Now the problem with interaction data is that you have to deal with a learning period where early trends can be misleading. As I’ve said, how do you deal with recommendations that don’t get many clicks simply because not many users have seen them? How do you make sure you adapt to changing patterns and create a dynamic list of engaging recommendations across all of a customer’s site?
When you’re in this ‘transient’ period you don’t want to decide too soon on an optimal set of recommendations. In other words, you’d like to avoid taking a ‘greedy’ approach, at least in the initial warm-up phase. The welcome side-effect of this is that you don’t get stuck with a set of content items that just happened to have the highest click-rate after kicking-off the learning. The worst thing you can do is to determine popularity and then not leave room to adapt. You should give yourself the chance to explore the possibility that other — old and new — items have a higher click rate. That insight led us to investigate multi-armed bandit algorithms.
With a multi-armed bandit, each ‘arm’ could be any one of the content items from the entire corpus we’re recommending from. This means that initially recommendations using this technique will appear random and this may degrade the quality of the end-user experience. So here comes TF-IDF again to help us out. We use the TF-IDF scores to limit the pool of ‘arms’: the set of arms from which the algorithm can select its action in each learning instant is restricted to the top performing recommendations that were obtained using the TF-IDF algorithm.
— yajounet (@yajount) June 27, 2017
Periodically we update our bandit algorithm using fresh interaction data that has become available since the last learning phase. As the experiment progresses, we learn more and more about the relative payoffs, and so do a better job in choosing good recommendations. We always incorporate arms that explore new items which come into the catalog and as audience behavior changes.

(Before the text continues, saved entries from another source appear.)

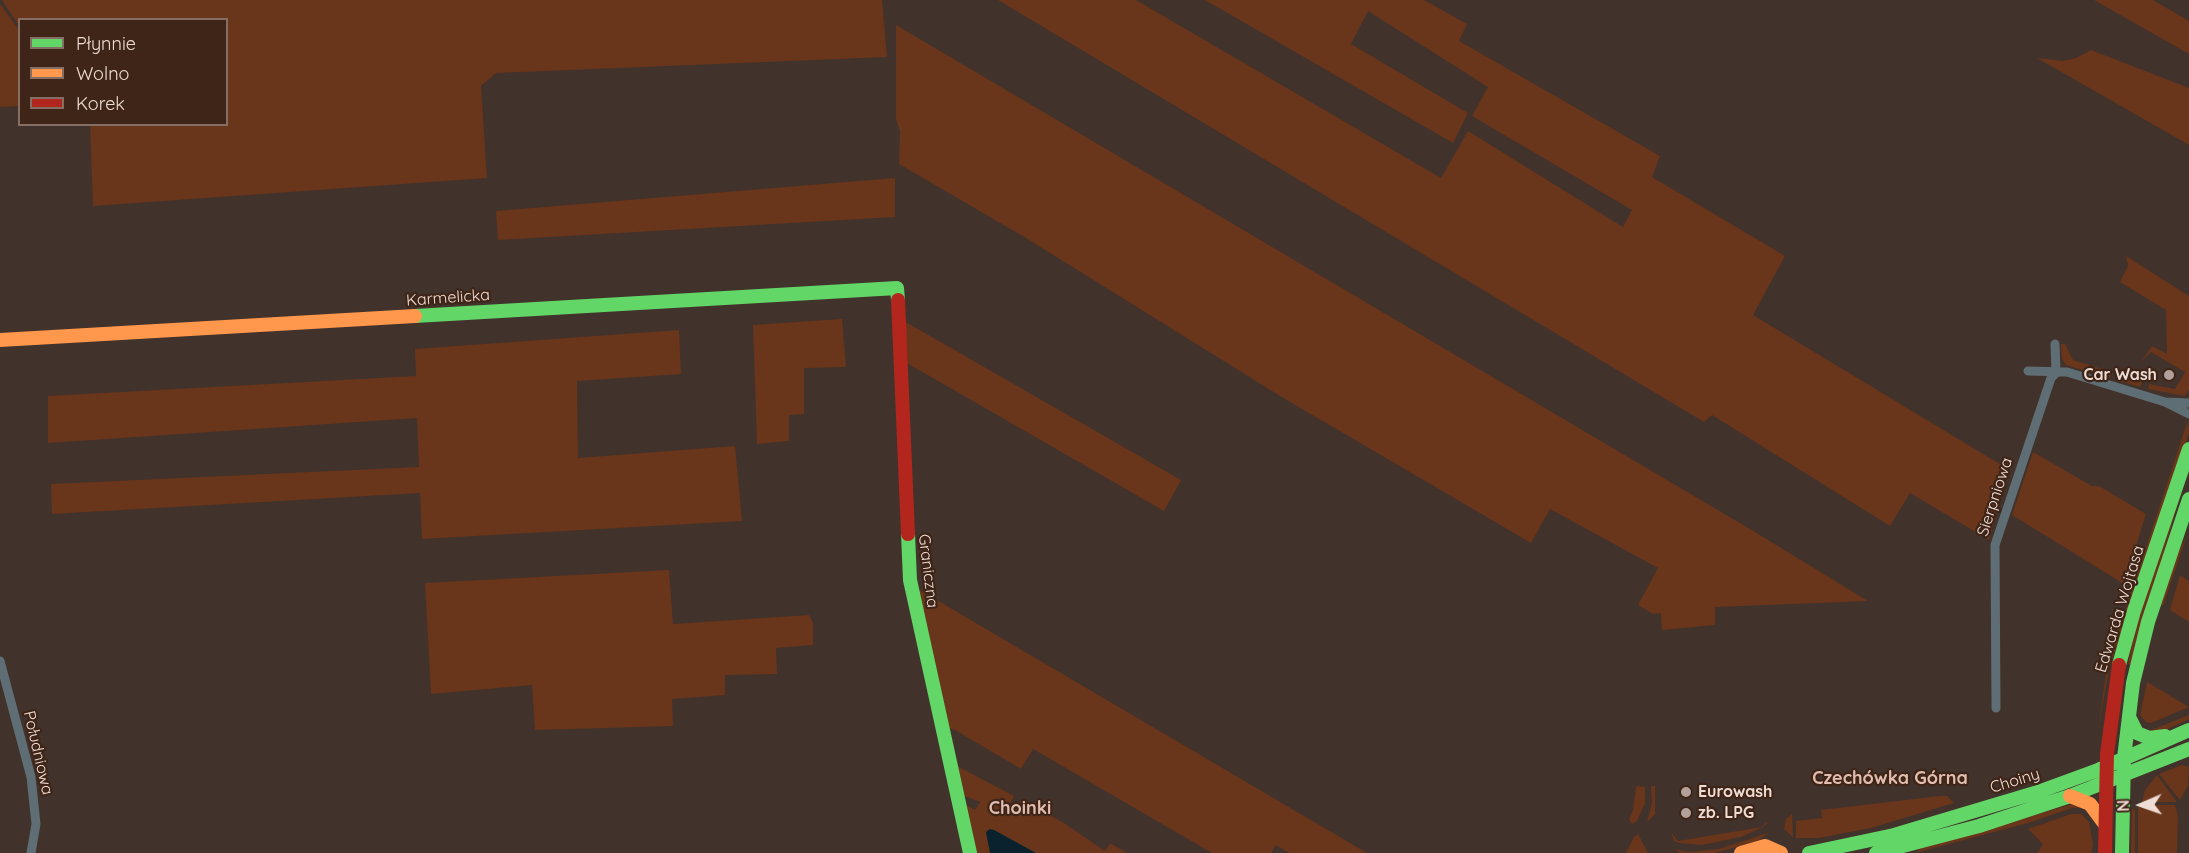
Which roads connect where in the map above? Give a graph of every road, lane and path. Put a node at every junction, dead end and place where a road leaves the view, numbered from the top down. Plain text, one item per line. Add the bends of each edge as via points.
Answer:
1 (897, 288) joint
2 (0, 340) edge
3 (2055, 344) dead end
4 (2028, 371) dead end
5 (2056, 373) junction
6 (2165, 402) junction
7 (2189, 403) edge
8 (2189, 414) edge
9 (2189, 449) edge
10 (2189, 499) edge
11 (0, 661) edge
12 (1996, 708) dead end
13 (2128, 714) junction
14 (2184, 732) edge
15 (2189, 749) edge
16 (2124, 758) junction
17 (2106, 766) junction
18 (2145, 768) junction
19 (2123, 777) junction
20 (2106, 784) junction
21 (2070, 796) junction
22 (2122, 798) junction
23 (2105, 825) junction
24 (31, 853) edge
25 (970, 853) edge
26 (1742, 853) edge
27 (1781, 853) edge
28 (1809, 853) edge
29 (1876, 853) edge
30 (2105, 853) edge
31 (2122, 853) edge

The future comes highly recommend
At one point we wanted our slogan to be ‘Making Content Recommendations Great Again’, but we decided it was too soon and in the end we settled on ‘The Future Comes Highly Recommend’.
It’s important that we continue to create better discovery experiences for end-users. The challenge is to find the balance between pragmatic concerns and aspirations. Amongst those concerns, data availability is crucial. Bibblio has moved from using content data to harnessing audience interaction data, and next on our algorithmic roadmap is to utilize data about the individual user. Think personalized recommendations, home pages and even newsletters. How we utilize that data depends on many things, with our ethical standards always remaining central.
We understand that individuals are different personas, and they develop over time. We get that some people would rather receive a non-personalized response. Whatever we do, offering transparency and control to both publishers and end-users will be paramount. Thank you for listening.
Robbert van der Pluijm is head of Bibblio Labs.